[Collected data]
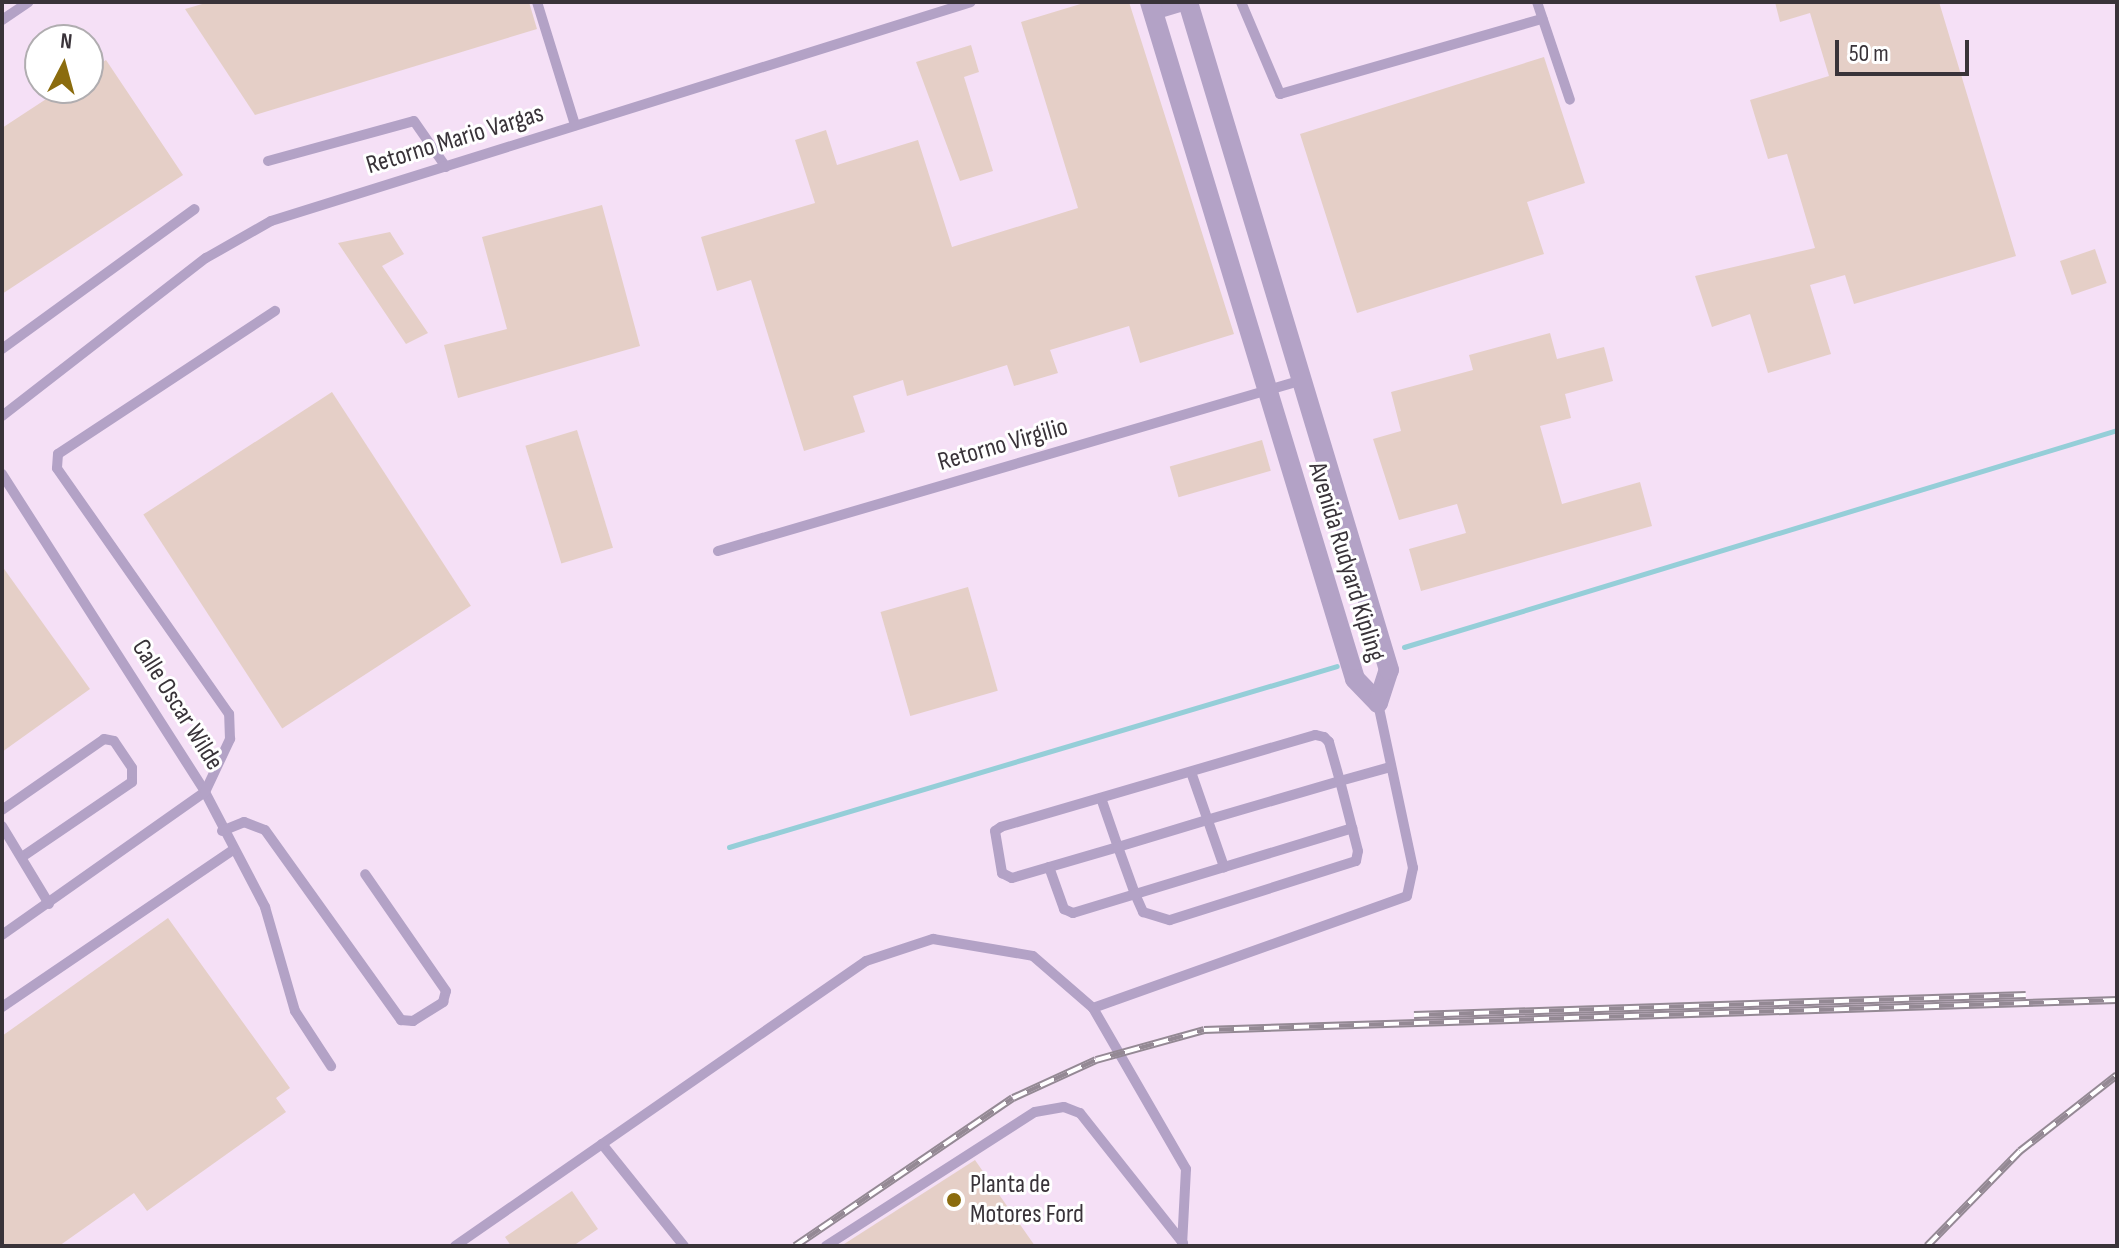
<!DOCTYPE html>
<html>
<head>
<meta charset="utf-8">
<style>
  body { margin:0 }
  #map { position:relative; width:2119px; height:1248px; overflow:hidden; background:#feeeff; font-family:"Sofia Sans Condensed",sans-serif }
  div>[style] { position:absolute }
  .built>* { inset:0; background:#f5e0f6 }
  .stream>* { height:5px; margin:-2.5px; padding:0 2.5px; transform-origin:2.5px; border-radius:2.5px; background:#95ced8 }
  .building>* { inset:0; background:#e5cfc7; transform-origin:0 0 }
  .service>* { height:10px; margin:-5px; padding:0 5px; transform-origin:5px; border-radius:5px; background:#b3a2c6 }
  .minor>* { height:20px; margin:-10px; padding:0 10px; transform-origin:10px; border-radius:10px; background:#b3a2c6 }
  .tertiary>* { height:20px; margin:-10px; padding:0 10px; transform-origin:10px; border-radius:10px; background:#b3a2c6 }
  .rail>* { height:8px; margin-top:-4px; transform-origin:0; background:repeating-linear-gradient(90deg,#fff 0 15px,#948994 0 30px); box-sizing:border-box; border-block:2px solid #948994 }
  .dots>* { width:22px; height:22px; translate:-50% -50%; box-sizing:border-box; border:4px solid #fff; border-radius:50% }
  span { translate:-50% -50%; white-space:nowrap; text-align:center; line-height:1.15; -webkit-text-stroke:6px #fff; paint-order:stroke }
  .street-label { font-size:26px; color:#393339 }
  .poi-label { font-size:26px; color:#393339 }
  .left { translate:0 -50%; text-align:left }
  .frame { position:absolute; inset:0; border:4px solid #393339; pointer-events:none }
  .north { position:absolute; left:24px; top:24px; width:80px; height:80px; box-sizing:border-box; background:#fff; border:2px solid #b0adb0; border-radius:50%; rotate:6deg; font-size:22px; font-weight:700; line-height:32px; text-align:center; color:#393339 }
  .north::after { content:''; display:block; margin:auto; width:28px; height:36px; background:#8b6c0e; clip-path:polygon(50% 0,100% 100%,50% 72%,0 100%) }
  .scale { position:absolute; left:1835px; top:40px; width:134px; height:36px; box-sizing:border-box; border:4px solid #393339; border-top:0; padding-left:10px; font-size:24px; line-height:28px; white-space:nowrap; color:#393339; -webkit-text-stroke:6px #fff; paint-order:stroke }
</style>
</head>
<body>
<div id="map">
  <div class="built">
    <div style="clip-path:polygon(evenodd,2px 2px,2117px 2px,2117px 1246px,2px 1246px,2px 2px,40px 40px,88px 40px,88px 88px,40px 88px,40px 40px)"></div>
  </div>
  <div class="stream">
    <div style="left:1404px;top:647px;width:745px;rotate:-16.93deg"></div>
    <div style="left:729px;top:847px;width:634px;rotate:-16.58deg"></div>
  </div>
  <div class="building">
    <div style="clip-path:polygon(209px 2px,529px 2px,537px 29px,255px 115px,185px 9px)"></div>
    <div style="clip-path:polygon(1087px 2px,1129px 2px,1234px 334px,1140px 363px,1129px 326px,1050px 350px,1058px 373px,1014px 386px,1007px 365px,907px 396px,903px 380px,853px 396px,865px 432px,804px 451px,751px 280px,717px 291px,701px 237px,815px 203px,795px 140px,826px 130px,837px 165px,918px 140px,952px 247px,1078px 208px,1021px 22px)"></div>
    <div style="clip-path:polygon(1775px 2px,1939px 2px,2016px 256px,1854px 304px,1845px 275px,1810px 285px,1831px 354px,1768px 373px,1750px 314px,1712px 327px,1695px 276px,1815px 248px,1787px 154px,1768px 159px,1750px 100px,1829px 76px,1810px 13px,1780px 22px)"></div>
    <div style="clip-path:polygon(971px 45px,979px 72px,964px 77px,993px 171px,960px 181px,916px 62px)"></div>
    <div style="clip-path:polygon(1544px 57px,1585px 183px,1527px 202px,1544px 254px,1357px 313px,1300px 134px)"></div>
    <div style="clip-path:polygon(106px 60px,183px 175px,2px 294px,2px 128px,63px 88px,88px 88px,88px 71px)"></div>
    <div style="clip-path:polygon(602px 205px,640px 346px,458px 398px,444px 345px,507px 329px,482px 237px)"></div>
    <div style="clip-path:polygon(390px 232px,404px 254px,382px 266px,428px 333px,406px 344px,338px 243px)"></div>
    <div style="left:2095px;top:249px;width:36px;height:37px;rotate:71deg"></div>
    <div style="clip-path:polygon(1550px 333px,1557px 359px,1604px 347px,1613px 381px,1565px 394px,1571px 418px,1540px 426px,1562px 504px,1640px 482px,1652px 526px,1421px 591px,1409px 549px,1466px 533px,1457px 504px,1399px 520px,1373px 439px,1401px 431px,1391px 392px,1473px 370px,1469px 355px)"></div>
    <div style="left:332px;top:392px;width:255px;height:225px;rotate:57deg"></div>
    <div style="left:577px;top:430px;width:123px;height:54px;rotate:73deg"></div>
    <div style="left:1262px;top:440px;width:32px;height:96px;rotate:74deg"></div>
    <div style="clip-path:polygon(2px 566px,90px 689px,2px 752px)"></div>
    <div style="left:968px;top:587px;width:108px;height:91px;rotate:74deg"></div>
    <div style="clip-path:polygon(168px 918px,290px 1088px,276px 1098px,286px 1112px,147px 1211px,134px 1193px,59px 1246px,2px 1246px,2px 1036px)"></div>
    <div style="clip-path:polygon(975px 1160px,1035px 1246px,841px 1246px)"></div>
    <div style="clip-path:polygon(572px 1191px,598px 1229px,573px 1246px,511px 1246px,505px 1237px)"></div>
  </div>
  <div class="service">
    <div style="left:537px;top:2px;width:129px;rotate:72.8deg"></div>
    <div style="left:1241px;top:2px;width:100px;rotate:67deg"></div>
    <div style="left:1280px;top:94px;width:273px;rotate:-16deg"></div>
    <div style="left:1537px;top:2px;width:103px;rotate:71.4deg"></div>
    <div style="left:2px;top:20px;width:32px;rotate:-34deg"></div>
    <div style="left:268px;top:161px;width:151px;rotate:-15.3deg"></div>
    <div style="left:414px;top:121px;width:56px;rotate:55.2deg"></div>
    <div style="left:2px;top:349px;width:238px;rotate:-36deg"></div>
    <div style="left:2px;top:416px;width:258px;rotate:-37.8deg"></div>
    <div style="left:206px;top:258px;width:75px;rotate:-29.6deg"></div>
    <div style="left:271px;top:221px;width:733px;rotate:-17.37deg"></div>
    <div style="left:2px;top:474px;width:377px;rotate:57.4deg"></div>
    <div style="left:205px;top:792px;width:130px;rotate:62.4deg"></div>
    <div style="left:265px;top:907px;width:108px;rotate:73.9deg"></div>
    <div style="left:295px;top:1011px;width:66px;rotate:56.8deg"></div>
    <div style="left:718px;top:551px;width:605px;rotate:-16.31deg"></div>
    <div style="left:1191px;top:772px;width:101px;rotate:70.8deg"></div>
    <div style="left:1101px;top:798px;width:52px;rotate:70.9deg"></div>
    <div style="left:1118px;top:847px;width:50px;rotate:70.1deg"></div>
    <div style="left:1135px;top:894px;width:20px;rotate:66deg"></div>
    <div style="left:1143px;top:912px;width:28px;rotate:17deg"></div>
    <div style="left:1170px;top:920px;width:195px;rotate:-17.6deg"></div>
    <div style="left:1356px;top:861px;width:10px;rotate:-79deg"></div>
    <div style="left:1358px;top:851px;width:72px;rotate:-104.4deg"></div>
    <div style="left:1340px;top:781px;width:41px;rotate:-105.8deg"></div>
    <div style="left:1329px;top:742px;width:7px;rotate:-135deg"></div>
    <div style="left:1324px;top:737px;width:9px;rotate:-167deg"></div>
    <div style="left:1315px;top:735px;width:327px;rotate:163.7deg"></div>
    <div style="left:1001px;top:827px;width:7px;rotate:146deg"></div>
    <div style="left:995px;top:831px;width:43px;rotate:80.5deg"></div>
    <div style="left:1002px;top:873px;width:11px;rotate:27deg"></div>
    <div style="left:1012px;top:878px;width:110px;rotate:-16.3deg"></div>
    <div style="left:1118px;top:847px;width:96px;rotate:-16.9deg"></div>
    <div style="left:1210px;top:819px;width:135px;rotate:-16.3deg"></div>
    <div style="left:1340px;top:781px;width:49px;rotate:-15.5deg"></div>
    <div style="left:2px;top:810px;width:124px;rotate:-34.8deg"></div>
    <div style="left:104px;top:739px;width:10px;rotate:11deg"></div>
    <div style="left:114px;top:741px;width:32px;rotate:56deg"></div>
    <div style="left:132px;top:768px;width:14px;rotate:90deg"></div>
    <div style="left:132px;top:782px;width:133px;rotate:145.7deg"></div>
    <div style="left:2px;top:826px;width:91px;rotate:58.9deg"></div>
    <div style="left:222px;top:831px;width:24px;rotate:-22deg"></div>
    <div style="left:244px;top:822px;width:22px;rotate:21deg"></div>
    <div style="left:265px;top:830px;width:234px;rotate:54.4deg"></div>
    <div style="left:401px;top:1020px;width:12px;rotate:5deg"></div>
    <div style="left:413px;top:1021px;width:36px;rotate:-32deg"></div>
    <div style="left:443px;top:1002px;width:11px;rotate:-75deg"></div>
    <div style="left:446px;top:991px;width:142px;rotate:-124.7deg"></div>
    <div style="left:1049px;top:867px;width:45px;rotate:70.3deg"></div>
    <div style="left:1064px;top:909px;width:10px;rotate:24deg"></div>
    <div style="left:1073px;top:913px;width:292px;rotate:-16.9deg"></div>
    <div style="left:2px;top:935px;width:248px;rotate:-35.2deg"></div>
    <div style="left:205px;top:792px;width:59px;rotate:-64.7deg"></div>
    <div style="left:230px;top:739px;width:25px;rotate:-92deg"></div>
    <div style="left:229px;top:714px;width:300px;rotate:-125deg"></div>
    <div style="left:57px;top:468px;width:14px;rotate:-86deg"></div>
    <div style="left:58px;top:454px;width:260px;rotate:-33.4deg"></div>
    <div style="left:2px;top:1007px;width:279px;rotate:-34.2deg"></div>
    <div style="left:1093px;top:1008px;width:333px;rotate:-19.6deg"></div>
    <div style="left:1407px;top:896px;width:29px;rotate:-78deg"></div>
    <div style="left:1413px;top:868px;width:169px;rotate:-102deg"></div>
    <div style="left:602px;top:1144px;width:131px;rotate:51.2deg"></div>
    <div style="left:455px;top:1246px;width:500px;rotate:-34.74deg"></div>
    <div style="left:866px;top:961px;width:71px;rotate:-18.2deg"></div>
    <div style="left:933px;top:939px;width:101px;rotate:9.6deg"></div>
    <div style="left:1033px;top:956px;width:79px;rotate:40.9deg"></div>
    <div style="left:1093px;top:1008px;width:186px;rotate:60deg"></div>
    <div style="left:1186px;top:1169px;width:77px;rotate:93deg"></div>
    <div style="left:826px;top:1246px;width:248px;rotate:-32.7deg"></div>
    <div style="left:1035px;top:1112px;width:29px;rotate:-10deg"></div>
    <div style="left:1064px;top:1107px;width:17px;rotate:21deg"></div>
    <div style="left:1080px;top:1113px;width:166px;rotate:51.6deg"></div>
  </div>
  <div class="minor">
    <div style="left:1153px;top:10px;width:27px;rotate:-17deg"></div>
  </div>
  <div class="tertiary">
    <div style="left:1150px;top:2px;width:707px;rotate:73.15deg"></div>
    <div style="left:1355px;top:679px;width:33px;rotate:46deg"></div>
    <div style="left:1378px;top:703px;width:35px;rotate:-72deg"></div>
    <div style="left:1389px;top:670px;width:698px;rotate:-106.75deg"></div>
  </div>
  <div class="rail">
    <div style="left:1414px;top:1015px;width:612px;rotate:-1.87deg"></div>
    <div style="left:795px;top:1246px;width:263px;rotate:-34.2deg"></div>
    <div style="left:1013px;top:1098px;width:91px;rotate:-24.6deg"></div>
    <div style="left:1096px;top:1060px;width:112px;rotate:-15.5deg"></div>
    <div style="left:1204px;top:1030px;width:913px;rotate:-1.88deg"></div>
    <div style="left:1927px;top:1246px;width:133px;rotate:-45.6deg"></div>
    <div style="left:2020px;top:1151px;width:123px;rotate:-38.1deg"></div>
  </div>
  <div class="dots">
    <div style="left:954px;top:1200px;background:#8b6c0e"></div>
  </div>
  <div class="street-label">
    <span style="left:455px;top:140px;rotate:-17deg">Retorno Mario Vargas</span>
    <span style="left:1003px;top:445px;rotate:-16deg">Retorno Virgilio</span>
    <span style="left:1346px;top:562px;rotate:73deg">Avenida Rudyard Kipling</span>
    <span style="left:177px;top:705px;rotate:58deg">Calle Oscar Wilde</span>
  </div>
  <div class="poi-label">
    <span class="left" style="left:970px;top:1200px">Planta de<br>Motores Ford</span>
  </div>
  <div class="frame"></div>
  <div class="north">N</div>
  <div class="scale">50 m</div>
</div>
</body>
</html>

DESCRIPTION OF THE TASK:
Using the data above, work out how many lines include the word "stream" and give only that number.

ANSWER SPACE:
2